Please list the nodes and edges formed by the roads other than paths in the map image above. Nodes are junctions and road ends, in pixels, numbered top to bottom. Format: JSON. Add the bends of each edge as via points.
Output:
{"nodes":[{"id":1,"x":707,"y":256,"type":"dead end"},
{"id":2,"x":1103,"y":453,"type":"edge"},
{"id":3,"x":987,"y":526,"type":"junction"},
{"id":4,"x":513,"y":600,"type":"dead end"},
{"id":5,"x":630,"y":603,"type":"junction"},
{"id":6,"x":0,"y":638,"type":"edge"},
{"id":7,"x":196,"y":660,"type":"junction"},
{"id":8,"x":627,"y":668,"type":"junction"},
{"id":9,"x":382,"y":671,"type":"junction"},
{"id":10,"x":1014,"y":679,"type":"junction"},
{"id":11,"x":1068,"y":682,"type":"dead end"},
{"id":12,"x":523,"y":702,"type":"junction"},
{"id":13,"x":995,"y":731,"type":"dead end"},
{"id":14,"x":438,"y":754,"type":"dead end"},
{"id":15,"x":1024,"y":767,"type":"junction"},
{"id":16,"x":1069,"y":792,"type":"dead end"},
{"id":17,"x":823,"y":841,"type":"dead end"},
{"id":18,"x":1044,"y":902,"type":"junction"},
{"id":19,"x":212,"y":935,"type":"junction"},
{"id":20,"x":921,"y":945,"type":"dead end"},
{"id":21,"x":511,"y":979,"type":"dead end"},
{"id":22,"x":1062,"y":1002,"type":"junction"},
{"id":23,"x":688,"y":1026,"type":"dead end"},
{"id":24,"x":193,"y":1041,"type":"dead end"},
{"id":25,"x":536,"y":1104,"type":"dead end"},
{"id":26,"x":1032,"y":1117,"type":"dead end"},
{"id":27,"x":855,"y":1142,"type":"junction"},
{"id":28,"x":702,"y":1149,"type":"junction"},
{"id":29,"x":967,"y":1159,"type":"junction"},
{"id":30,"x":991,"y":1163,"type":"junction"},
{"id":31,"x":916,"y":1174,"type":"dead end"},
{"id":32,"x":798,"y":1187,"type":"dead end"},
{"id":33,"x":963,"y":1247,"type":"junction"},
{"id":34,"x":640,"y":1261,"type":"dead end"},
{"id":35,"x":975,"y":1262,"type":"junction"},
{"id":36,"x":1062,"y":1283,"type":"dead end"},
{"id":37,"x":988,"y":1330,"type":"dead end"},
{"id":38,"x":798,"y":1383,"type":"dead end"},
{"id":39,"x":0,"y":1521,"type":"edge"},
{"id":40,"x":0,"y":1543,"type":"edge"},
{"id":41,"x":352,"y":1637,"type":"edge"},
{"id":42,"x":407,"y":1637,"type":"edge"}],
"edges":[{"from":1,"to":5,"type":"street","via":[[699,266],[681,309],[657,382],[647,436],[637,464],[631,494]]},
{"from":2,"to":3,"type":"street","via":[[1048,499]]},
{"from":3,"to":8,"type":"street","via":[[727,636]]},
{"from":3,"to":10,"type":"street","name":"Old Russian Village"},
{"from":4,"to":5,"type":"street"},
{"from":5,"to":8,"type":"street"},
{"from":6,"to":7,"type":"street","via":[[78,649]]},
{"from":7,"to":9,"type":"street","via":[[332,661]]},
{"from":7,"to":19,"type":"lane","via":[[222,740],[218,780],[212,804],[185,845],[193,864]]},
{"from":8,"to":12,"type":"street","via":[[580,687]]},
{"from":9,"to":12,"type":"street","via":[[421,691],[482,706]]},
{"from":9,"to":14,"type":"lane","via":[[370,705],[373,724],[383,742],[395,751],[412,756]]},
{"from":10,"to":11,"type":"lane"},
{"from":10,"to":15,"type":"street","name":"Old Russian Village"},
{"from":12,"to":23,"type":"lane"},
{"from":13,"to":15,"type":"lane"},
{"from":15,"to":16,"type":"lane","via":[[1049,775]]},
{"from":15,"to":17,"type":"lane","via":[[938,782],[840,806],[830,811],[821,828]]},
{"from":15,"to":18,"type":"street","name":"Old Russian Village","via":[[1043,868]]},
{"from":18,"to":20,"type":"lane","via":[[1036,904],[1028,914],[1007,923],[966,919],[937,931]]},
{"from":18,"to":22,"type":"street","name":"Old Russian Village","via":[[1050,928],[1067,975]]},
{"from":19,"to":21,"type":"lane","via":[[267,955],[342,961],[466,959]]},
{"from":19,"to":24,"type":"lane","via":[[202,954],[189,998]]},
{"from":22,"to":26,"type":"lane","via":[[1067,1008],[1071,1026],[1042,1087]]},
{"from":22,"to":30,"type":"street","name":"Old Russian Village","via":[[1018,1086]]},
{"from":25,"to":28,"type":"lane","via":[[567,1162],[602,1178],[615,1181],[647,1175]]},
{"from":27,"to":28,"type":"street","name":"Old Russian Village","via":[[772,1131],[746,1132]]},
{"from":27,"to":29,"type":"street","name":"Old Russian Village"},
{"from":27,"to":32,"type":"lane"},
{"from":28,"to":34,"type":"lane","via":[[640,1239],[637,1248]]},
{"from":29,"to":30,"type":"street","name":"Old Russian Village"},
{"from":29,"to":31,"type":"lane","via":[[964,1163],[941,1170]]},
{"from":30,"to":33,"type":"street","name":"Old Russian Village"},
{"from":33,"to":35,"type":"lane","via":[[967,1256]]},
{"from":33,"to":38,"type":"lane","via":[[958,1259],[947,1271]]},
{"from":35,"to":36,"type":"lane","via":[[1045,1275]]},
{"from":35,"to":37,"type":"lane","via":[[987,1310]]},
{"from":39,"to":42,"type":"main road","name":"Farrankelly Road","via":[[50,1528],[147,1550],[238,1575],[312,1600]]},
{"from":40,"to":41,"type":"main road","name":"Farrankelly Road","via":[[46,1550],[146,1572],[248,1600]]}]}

:::

About this task: A verbatim copy of the listing is needed.

Answer box:
Please list the nodes and edges formed by the roads other than paths in the map image above. Nodes are junctions and road ends, in pixels, numbered top to bottom. Format: JSON. Add the bends of each edge as via points.
Output:
{"nodes":[{"id":1,"x":707,"y":256,"type":"dead end"},
{"id":2,"x":1103,"y":453,"type":"edge"},
{"id":3,"x":987,"y":526,"type":"junction"},
{"id":4,"x":513,"y":600,"type":"dead end"},
{"id":5,"x":630,"y":603,"type":"junction"},
{"id":6,"x":0,"y":638,"type":"edge"},
{"id":7,"x":196,"y":660,"type":"junction"},
{"id":8,"x":627,"y":668,"type":"junction"},
{"id":9,"x":382,"y":671,"type":"junction"},
{"id":10,"x":1014,"y":679,"type":"junction"},
{"id":11,"x":1068,"y":682,"type":"dead end"},
{"id":12,"x":523,"y":702,"type":"junction"},
{"id":13,"x":995,"y":731,"type":"dead end"},
{"id":14,"x":438,"y":754,"type":"dead end"},
{"id":15,"x":1024,"y":767,"type":"junction"},
{"id":16,"x":1069,"y":792,"type":"dead end"},
{"id":17,"x":823,"y":841,"type":"dead end"},
{"id":18,"x":1044,"y":902,"type":"junction"},
{"id":19,"x":212,"y":935,"type":"junction"},
{"id":20,"x":921,"y":945,"type":"dead end"},
{"id":21,"x":511,"y":979,"type":"dead end"},
{"id":22,"x":1062,"y":1002,"type":"junction"},
{"id":23,"x":688,"y":1026,"type":"dead end"},
{"id":24,"x":193,"y":1041,"type":"dead end"},
{"id":25,"x":536,"y":1104,"type":"dead end"},
{"id":26,"x":1032,"y":1117,"type":"dead end"},
{"id":27,"x":855,"y":1142,"type":"junction"},
{"id":28,"x":702,"y":1149,"type":"junction"},
{"id":29,"x":967,"y":1159,"type":"junction"},
{"id":30,"x":991,"y":1163,"type":"junction"},
{"id":31,"x":916,"y":1174,"type":"dead end"},
{"id":32,"x":798,"y":1187,"type":"dead end"},
{"id":33,"x":963,"y":1247,"type":"junction"},
{"id":34,"x":640,"y":1261,"type":"dead end"},
{"id":35,"x":975,"y":1262,"type":"junction"},
{"id":36,"x":1062,"y":1283,"type":"dead end"},
{"id":37,"x":988,"y":1330,"type":"dead end"},
{"id":38,"x":798,"y":1383,"type":"dead end"},
{"id":39,"x":0,"y":1521,"type":"edge"},
{"id":40,"x":0,"y":1543,"type":"edge"},
{"id":41,"x":352,"y":1637,"type":"edge"},
{"id":42,"x":407,"y":1637,"type":"edge"}],
"edges":[{"from":1,"to":5,"type":"street","via":[[699,266],[681,309],[657,382],[647,436],[637,464],[631,494]]},
{"from":2,"to":3,"type":"street","via":[[1048,499]]},
{"from":3,"to":8,"type":"street","via":[[727,636]]},
{"from":3,"to":10,"type":"street","name":"Old Russian Village"},
{"from":4,"to":5,"type":"street"},
{"from":5,"to":8,"type":"street"},
{"from":6,"to":7,"type":"street","via":[[78,649]]},
{"from":7,"to":9,"type":"street","via":[[332,661]]},
{"from":7,"to":19,"type":"lane","via":[[222,740],[218,780],[212,804],[185,845],[193,864]]},
{"from":8,"to":12,"type":"street","via":[[580,687]]},
{"from":9,"to":12,"type":"street","via":[[421,691],[482,706]]},
{"from":9,"to":14,"type":"lane","via":[[370,705],[373,724],[383,742],[395,751],[412,756]]},
{"from":10,"to":11,"type":"lane"},
{"from":10,"to":15,"type":"street","name":"Old Russian Village"},
{"from":12,"to":23,"type":"lane"},
{"from":13,"to":15,"type":"lane"},
{"from":15,"to":16,"type":"lane","via":[[1049,775]]},
{"from":15,"to":17,"type":"lane","via":[[938,782],[840,806],[830,811],[821,828]]},
{"from":15,"to":18,"type":"street","name":"Old Russian Village","via":[[1043,868]]},
{"from":18,"to":20,"type":"lane","via":[[1036,904],[1028,914],[1007,923],[966,919],[937,931]]},
{"from":18,"to":22,"type":"street","name":"Old Russian Village","via":[[1050,928],[1067,975]]},
{"from":19,"to":21,"type":"lane","via":[[267,955],[342,961],[466,959]]},
{"from":19,"to":24,"type":"lane","via":[[202,954],[189,998]]},
{"from":22,"to":26,"type":"lane","via":[[1067,1008],[1071,1026],[1042,1087]]},
{"from":22,"to":30,"type":"street","name":"Old Russian Village","via":[[1018,1086]]},
{"from":25,"to":28,"type":"lane","via":[[567,1162],[602,1178],[615,1181],[647,1175]]},
{"from":27,"to":28,"type":"street","name":"Old Russian Village","via":[[772,1131],[746,1132]]},
{"from":27,"to":29,"type":"street","name":"Old Russian Village"},
{"from":27,"to":32,"type":"lane"},
{"from":28,"to":34,"type":"lane","via":[[640,1239],[637,1248]]},
{"from":29,"to":30,"type":"street","name":"Old Russian Village"},
{"from":29,"to":31,"type":"lane","via":[[964,1163],[941,1170]]},
{"from":30,"to":33,"type":"street","name":"Old Russian Village"},
{"from":33,"to":35,"type":"lane","via":[[967,1256]]},
{"from":33,"to":38,"type":"lane","via":[[958,1259],[947,1271]]},
{"from":35,"to":36,"type":"lane","via":[[1045,1275]]},
{"from":35,"to":37,"type":"lane","via":[[987,1310]]},
{"from":39,"to":42,"type":"main road","name":"Farrankelly Road","via":[[50,1528],[147,1550],[238,1575],[312,1600]]},
{"from":40,"to":41,"type":"main road","name":"Farrankelly Road","via":[[46,1550],[146,1572],[248,1600]]}]}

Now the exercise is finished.